*Your objective:* The expected output is exactly the lines below, starting at the line with "ring dip: (894, 871)" and ending at the line with "middle tip: (1170, 971)", both included; no other line belongs in it.

*Source information:*
[Start of section]

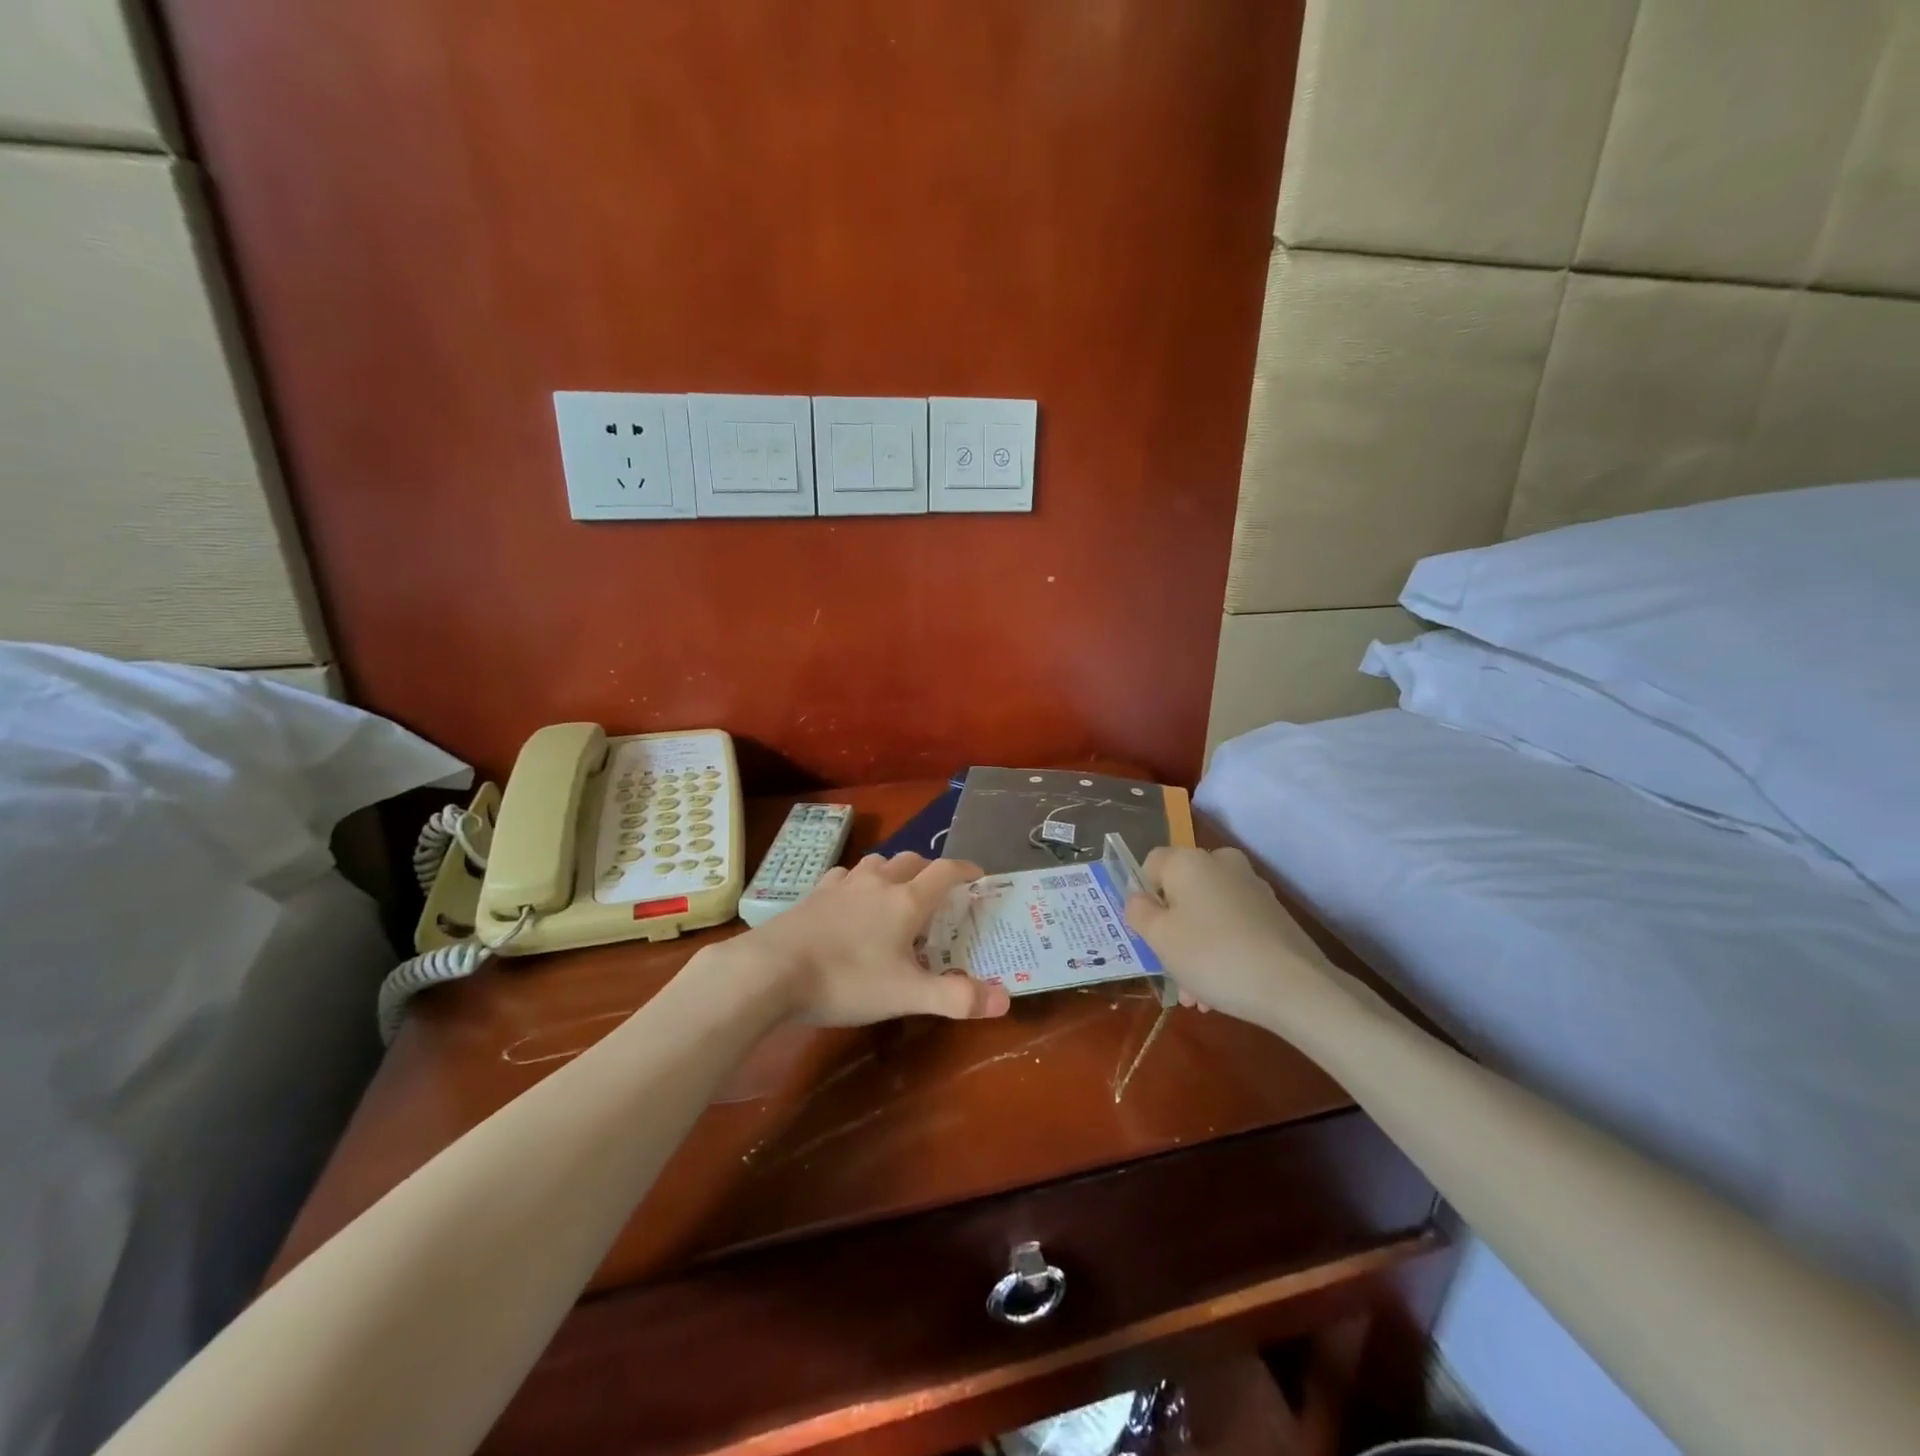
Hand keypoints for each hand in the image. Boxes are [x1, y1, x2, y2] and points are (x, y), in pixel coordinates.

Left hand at [731, 851, 1010, 1026]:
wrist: (771, 970)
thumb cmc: (847, 980)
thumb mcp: (906, 996)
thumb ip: (956, 998)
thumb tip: (1004, 1000)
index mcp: (906, 901)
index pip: (945, 872)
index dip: (966, 870)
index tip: (979, 874)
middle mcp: (877, 883)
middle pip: (912, 861)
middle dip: (930, 870)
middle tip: (940, 891)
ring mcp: (842, 884)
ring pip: (877, 863)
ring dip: (894, 871)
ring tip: (896, 891)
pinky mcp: (813, 894)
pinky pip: (844, 876)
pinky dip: (858, 882)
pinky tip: (850, 899)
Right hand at [1123, 846, 1342, 1029]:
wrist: (1294, 986)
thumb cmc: (1212, 955)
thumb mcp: (1159, 938)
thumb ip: (1138, 912)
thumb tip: (1139, 898)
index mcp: (1188, 860)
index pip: (1150, 864)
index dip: (1142, 897)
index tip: (1146, 933)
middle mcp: (1221, 863)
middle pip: (1181, 891)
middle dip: (1172, 931)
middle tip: (1170, 971)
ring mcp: (1252, 887)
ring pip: (1208, 913)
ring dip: (1195, 948)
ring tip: (1197, 996)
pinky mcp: (1274, 914)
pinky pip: (1233, 925)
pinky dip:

[End of section]

*Exercise solution:*
ring dip: (894, 871)
ring tip: (896, 891)
pinky mcp: (813, 894)
pinky pip: (844, 876)
pinky dip: (858, 882)
pinky tip: (850, 899)
Right hand at [1123, 846, 1342, 1029]:
wrist: (1294, 986)
thumb cmc: (1212, 955)
thumb mcp: (1159, 938)
thumb ip: (1138, 912)
thumb tip: (1139, 898)
index mcp: (1188, 860)
index pip: (1150, 864)
index dip: (1142, 897)
index tip: (1146, 933)
middle mcp: (1221, 863)
middle pip: (1181, 891)
middle dip: (1172, 931)
middle tip: (1170, 971)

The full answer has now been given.